_Work to complete_
Filter the entries for the string "graph". Copy each line that has it.

((

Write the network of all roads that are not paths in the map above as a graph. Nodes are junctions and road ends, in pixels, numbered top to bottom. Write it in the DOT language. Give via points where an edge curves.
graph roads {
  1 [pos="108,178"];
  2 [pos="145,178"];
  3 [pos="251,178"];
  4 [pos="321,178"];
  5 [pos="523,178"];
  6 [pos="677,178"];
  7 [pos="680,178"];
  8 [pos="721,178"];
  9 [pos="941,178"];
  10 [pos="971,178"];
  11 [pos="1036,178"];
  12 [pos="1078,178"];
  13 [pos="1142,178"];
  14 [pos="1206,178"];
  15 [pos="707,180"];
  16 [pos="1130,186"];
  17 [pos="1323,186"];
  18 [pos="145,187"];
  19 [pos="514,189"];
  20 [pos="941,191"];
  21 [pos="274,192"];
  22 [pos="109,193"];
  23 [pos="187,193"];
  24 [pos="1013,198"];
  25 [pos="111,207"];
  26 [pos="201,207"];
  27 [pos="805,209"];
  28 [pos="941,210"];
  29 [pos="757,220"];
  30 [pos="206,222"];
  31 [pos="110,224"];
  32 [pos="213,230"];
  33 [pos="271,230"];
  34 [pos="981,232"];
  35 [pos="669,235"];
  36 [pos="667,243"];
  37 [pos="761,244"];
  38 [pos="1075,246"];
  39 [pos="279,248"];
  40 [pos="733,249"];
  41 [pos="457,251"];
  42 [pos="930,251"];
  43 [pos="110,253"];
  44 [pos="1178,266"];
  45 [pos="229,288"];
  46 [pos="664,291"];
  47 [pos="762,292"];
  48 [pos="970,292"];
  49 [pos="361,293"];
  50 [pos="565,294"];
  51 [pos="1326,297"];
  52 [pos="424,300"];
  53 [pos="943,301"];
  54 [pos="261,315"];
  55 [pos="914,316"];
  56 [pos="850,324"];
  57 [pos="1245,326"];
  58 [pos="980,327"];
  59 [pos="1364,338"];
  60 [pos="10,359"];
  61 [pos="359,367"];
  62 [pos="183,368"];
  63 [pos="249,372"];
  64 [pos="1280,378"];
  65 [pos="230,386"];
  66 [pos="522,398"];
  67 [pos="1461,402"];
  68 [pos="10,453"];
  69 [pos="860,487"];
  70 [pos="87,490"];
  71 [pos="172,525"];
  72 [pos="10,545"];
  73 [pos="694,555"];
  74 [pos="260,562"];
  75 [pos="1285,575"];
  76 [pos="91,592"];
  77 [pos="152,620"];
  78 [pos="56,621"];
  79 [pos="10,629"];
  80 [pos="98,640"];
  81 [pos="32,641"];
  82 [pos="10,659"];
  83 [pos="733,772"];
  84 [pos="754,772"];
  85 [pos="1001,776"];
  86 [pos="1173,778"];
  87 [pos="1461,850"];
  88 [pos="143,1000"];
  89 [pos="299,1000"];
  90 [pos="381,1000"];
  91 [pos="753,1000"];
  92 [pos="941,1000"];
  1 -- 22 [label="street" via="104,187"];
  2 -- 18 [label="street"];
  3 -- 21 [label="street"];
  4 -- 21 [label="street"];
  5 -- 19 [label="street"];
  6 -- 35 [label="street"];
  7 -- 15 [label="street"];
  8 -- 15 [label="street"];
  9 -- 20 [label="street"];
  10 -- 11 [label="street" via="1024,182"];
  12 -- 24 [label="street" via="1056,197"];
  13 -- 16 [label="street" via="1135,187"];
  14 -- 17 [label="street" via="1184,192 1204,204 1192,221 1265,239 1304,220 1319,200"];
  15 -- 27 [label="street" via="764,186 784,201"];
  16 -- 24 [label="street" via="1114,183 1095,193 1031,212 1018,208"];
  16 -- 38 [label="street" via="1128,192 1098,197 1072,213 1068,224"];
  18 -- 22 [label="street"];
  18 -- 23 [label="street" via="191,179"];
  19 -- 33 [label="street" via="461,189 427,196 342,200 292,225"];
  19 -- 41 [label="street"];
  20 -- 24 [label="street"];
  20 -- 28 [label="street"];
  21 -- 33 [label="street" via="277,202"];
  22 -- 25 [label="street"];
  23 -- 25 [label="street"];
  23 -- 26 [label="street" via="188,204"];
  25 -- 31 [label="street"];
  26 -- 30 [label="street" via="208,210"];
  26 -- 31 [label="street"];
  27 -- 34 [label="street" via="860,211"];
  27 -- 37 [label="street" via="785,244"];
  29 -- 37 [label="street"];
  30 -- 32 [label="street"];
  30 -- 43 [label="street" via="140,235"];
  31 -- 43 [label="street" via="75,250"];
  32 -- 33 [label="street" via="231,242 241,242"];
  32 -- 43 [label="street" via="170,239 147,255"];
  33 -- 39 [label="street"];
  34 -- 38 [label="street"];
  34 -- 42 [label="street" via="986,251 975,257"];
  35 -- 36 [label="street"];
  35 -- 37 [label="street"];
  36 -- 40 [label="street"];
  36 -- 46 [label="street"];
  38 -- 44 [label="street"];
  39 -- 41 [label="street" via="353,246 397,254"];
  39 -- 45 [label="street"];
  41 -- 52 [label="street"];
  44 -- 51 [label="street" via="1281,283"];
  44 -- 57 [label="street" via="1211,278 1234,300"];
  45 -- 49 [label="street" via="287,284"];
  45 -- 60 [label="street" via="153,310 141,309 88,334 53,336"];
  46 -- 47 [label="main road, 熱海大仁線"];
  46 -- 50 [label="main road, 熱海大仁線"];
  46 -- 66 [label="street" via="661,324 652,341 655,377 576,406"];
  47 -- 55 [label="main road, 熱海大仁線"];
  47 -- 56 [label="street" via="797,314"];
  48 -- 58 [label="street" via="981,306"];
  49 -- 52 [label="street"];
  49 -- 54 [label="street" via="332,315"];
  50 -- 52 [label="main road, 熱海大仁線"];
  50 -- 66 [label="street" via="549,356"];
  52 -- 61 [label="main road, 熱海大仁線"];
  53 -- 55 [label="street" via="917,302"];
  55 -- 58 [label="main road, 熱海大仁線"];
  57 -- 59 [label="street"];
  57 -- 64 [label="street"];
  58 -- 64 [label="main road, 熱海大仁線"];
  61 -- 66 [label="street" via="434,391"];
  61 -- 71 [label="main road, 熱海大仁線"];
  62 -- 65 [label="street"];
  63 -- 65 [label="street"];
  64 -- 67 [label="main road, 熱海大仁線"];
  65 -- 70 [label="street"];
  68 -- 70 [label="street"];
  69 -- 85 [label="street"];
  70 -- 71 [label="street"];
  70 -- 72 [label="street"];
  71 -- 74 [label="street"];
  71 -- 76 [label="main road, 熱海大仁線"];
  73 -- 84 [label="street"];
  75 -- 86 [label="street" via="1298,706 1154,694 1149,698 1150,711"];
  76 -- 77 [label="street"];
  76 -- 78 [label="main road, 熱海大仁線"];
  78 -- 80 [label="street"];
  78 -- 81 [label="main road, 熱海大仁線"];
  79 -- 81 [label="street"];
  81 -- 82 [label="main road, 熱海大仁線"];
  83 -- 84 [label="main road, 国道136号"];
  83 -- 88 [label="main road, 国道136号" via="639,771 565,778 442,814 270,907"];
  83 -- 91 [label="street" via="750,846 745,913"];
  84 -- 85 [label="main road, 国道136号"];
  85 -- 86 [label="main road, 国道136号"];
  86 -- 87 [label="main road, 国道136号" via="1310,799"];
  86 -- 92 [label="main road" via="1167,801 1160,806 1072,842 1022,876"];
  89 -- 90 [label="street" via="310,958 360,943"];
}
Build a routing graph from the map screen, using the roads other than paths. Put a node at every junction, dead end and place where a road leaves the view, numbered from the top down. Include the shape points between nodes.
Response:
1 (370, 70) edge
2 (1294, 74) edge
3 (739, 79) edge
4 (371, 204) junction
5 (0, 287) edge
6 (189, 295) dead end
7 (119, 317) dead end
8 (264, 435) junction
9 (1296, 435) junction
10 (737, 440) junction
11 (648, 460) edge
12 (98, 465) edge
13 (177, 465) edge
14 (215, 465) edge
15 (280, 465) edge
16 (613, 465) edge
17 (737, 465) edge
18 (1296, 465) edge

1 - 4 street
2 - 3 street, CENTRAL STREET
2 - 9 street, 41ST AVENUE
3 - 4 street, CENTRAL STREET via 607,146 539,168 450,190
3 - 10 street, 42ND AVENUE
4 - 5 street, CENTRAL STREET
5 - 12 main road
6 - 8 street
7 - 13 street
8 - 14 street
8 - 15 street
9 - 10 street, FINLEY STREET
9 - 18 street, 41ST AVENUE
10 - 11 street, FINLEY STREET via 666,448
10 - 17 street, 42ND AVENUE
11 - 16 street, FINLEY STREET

))

_Response area_
Write the network of all roads that are not paths in the map above as a graph. Nodes are junctions and road ends, in pixels, numbered top to bottom. Write it in the DOT language. Give via points where an edge curves.
graph roads {
Build a routing graph from the map screen, using the roads other than paths. Put a node at every junction, dead end and place where a road leaves the view, numbered from the top down. Include the shape points between nodes.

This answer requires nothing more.